- THE PROBLEM -
Please copy exactly the lines that begin with the one containing "Road topology of" and end with the last line of the entries.

# # #

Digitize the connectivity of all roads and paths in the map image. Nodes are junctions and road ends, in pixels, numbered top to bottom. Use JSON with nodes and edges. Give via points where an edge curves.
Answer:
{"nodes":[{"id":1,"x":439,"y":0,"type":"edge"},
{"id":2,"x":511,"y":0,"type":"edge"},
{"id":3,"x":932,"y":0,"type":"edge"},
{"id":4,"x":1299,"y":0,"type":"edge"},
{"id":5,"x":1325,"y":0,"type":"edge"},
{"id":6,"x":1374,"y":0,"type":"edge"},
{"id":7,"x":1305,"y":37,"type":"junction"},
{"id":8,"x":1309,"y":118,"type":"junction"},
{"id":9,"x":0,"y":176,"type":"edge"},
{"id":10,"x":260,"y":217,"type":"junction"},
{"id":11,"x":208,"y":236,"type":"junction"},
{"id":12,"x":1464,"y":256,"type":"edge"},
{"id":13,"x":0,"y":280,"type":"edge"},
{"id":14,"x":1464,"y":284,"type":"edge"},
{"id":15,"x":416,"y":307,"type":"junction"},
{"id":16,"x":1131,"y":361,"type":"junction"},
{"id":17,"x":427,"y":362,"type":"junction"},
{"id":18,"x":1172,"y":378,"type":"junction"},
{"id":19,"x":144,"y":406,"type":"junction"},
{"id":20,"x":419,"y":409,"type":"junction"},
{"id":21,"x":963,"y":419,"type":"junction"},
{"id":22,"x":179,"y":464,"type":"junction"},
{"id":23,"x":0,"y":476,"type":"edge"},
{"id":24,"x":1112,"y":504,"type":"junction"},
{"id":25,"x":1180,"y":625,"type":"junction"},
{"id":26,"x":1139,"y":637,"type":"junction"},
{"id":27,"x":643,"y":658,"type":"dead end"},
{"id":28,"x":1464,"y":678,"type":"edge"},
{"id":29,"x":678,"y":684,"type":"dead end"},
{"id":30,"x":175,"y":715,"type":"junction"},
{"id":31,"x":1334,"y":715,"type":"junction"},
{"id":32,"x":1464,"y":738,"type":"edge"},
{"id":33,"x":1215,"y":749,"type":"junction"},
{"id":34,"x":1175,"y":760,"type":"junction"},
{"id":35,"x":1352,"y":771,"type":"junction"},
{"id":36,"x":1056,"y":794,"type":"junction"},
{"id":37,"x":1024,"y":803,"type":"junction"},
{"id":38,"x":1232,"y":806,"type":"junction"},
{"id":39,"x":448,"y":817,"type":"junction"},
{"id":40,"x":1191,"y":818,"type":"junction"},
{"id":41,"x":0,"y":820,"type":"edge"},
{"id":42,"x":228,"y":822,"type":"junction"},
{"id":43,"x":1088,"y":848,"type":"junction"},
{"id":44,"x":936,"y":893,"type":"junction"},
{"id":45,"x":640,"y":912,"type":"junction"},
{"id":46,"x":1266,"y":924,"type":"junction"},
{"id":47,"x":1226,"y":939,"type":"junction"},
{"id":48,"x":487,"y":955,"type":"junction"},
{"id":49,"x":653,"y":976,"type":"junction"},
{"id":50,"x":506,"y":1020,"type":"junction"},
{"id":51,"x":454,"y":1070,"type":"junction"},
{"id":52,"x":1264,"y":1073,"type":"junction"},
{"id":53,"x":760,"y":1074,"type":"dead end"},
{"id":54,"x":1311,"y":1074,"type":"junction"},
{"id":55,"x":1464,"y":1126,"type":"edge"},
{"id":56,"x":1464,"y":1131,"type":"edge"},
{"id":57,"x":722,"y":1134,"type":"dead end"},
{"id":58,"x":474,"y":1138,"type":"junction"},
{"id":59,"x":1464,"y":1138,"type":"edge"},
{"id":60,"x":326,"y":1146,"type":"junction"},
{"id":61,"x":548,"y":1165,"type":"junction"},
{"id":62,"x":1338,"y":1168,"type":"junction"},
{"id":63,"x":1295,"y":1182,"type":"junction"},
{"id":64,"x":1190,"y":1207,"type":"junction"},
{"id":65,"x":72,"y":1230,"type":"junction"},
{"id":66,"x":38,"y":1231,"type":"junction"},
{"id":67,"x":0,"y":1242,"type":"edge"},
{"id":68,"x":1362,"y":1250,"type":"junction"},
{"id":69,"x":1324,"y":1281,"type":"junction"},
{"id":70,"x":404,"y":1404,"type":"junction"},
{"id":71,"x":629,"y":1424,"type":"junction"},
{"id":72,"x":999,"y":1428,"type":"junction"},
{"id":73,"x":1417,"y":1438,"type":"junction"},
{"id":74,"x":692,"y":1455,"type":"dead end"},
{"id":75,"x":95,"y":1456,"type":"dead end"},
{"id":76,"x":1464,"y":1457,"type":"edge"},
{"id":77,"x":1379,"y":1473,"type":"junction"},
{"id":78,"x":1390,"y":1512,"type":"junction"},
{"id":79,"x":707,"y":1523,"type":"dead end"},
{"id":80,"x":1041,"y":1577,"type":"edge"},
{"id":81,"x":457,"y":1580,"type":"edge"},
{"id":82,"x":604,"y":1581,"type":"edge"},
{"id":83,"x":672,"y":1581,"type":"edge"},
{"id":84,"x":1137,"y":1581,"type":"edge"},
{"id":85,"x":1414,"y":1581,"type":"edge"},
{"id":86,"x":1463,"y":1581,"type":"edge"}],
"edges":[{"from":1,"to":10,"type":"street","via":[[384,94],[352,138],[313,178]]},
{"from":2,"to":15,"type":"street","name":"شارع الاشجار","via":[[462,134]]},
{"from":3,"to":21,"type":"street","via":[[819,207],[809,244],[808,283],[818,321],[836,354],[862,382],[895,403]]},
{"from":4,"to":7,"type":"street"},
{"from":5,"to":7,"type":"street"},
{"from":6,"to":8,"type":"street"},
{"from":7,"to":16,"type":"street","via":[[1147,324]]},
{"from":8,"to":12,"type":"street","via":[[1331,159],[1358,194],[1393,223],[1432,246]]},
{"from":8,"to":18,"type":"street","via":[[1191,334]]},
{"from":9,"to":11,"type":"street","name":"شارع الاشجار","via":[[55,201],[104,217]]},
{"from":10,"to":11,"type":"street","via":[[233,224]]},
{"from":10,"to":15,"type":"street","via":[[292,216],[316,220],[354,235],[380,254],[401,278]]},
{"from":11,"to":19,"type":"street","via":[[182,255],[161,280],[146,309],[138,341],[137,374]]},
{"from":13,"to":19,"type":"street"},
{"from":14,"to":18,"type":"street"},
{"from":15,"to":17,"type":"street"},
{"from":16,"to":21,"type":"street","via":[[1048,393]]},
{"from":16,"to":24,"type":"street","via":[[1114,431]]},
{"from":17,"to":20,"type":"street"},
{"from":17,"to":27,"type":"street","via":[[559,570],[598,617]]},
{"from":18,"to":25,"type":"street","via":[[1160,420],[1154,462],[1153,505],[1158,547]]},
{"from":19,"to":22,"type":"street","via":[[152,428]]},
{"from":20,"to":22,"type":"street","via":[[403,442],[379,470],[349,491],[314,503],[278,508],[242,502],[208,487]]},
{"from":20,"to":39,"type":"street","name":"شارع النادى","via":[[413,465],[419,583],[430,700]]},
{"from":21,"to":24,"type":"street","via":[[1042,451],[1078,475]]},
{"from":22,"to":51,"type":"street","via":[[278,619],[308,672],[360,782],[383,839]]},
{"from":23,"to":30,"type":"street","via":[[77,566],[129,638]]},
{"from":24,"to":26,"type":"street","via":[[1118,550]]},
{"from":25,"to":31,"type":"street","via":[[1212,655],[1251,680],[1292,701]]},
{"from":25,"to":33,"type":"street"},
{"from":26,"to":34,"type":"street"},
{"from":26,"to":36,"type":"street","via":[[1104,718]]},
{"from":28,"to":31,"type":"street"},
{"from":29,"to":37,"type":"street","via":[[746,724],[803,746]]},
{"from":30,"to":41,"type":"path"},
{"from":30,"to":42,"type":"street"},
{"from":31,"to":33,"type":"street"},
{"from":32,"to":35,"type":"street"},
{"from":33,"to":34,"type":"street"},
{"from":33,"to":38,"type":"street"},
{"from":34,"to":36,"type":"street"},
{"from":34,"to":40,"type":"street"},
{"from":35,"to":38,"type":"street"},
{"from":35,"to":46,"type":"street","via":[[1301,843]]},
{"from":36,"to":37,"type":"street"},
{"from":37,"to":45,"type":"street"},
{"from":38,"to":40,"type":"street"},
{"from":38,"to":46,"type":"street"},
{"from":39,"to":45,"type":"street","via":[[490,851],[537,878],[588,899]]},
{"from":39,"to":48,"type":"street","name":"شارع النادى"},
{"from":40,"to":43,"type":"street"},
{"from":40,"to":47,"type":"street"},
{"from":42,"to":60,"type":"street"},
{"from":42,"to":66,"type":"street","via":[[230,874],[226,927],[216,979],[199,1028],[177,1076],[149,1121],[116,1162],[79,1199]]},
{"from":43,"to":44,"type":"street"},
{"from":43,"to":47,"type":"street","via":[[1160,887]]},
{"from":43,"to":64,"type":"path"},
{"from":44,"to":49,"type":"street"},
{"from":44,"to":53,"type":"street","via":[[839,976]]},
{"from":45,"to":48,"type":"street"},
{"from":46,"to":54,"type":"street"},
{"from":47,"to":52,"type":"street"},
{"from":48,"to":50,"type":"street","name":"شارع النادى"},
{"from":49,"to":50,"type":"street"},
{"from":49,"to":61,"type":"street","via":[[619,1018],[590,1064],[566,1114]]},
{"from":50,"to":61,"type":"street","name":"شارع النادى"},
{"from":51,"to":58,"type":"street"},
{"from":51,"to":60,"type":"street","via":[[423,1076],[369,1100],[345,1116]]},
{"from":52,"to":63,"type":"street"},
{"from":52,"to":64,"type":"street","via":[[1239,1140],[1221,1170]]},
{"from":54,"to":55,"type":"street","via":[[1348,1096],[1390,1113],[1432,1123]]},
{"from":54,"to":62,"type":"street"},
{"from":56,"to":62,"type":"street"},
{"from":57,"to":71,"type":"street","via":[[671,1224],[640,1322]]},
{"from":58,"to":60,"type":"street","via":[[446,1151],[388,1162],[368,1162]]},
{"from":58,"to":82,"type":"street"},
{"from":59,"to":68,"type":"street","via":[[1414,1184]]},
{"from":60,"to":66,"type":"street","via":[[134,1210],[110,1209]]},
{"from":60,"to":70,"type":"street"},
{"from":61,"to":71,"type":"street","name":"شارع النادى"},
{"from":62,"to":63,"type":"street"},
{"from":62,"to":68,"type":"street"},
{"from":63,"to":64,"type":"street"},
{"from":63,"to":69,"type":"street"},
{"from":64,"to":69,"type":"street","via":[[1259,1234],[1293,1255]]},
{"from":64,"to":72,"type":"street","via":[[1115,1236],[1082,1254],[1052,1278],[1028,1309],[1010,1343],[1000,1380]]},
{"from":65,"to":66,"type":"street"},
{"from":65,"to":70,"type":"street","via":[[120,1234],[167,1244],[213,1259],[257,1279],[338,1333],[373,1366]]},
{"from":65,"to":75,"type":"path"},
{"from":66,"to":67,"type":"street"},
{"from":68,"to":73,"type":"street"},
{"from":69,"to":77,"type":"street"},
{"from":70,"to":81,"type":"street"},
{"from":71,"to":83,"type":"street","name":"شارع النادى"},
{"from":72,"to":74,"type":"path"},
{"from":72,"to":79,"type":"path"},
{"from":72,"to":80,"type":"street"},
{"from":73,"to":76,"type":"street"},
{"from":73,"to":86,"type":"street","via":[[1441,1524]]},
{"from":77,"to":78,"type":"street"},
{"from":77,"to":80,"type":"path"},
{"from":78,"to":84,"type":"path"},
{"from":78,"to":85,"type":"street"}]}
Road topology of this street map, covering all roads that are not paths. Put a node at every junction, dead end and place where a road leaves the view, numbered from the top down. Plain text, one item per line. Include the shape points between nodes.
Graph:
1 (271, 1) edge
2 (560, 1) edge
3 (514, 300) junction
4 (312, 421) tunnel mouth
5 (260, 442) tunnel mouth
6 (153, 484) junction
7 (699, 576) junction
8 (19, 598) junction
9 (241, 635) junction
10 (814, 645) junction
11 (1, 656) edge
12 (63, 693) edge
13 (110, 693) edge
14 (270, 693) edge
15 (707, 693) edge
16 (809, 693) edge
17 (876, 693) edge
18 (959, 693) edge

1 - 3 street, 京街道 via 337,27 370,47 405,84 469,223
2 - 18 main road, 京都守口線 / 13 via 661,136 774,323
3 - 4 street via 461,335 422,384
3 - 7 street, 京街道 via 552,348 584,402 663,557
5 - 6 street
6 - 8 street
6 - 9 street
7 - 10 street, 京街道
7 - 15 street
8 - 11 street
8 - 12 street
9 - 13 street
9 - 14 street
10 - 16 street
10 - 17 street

# # #

- SOLUTION TO THIS EXERCISE -
Road topology of this street map, covering all roads that are not paths. Put a node at every junction, dead end and place where a road leaves the view, numbered from the top down. Plain text, one item per line. Include the shape points between nodes.
Graph:
1 (271, 1) edge
2 (560, 1) edge
3 (514, 300) junction
4 (312, 421) tunnel mouth
5 (260, 442) tunnel mouth
6 (153, 484) junction
7 (699, 576) junction
8 (19, 598) junction
9 (241, 635) junction
10 (814, 645) junction
11 (1, 656) edge
12 (63, 693) edge
13 (110, 693) edge
14 (270, 693) edge
15 (707, 693) edge
16 (809, 693) edge
17 (876, 693) edge
18 (959, 693) edge

1 - 3 street, 京街道 via 337,27 370,47 405,84 469,223
2 - 18 main road, 京都守口線 / 13 via 661,136 774,323
3 - 4 street via 461,335 422,384
3 - 7 street, 京街道 via 552,348 584,402 663,557
5 - 6 street
6 - 8 street
6 - 9 street
7 - 10 street, 京街道
7 - 15 street
8 - 11 street
8 - 12 street
9 - 13 street
9 - 14 street
10 - 16 street
10 - 17 street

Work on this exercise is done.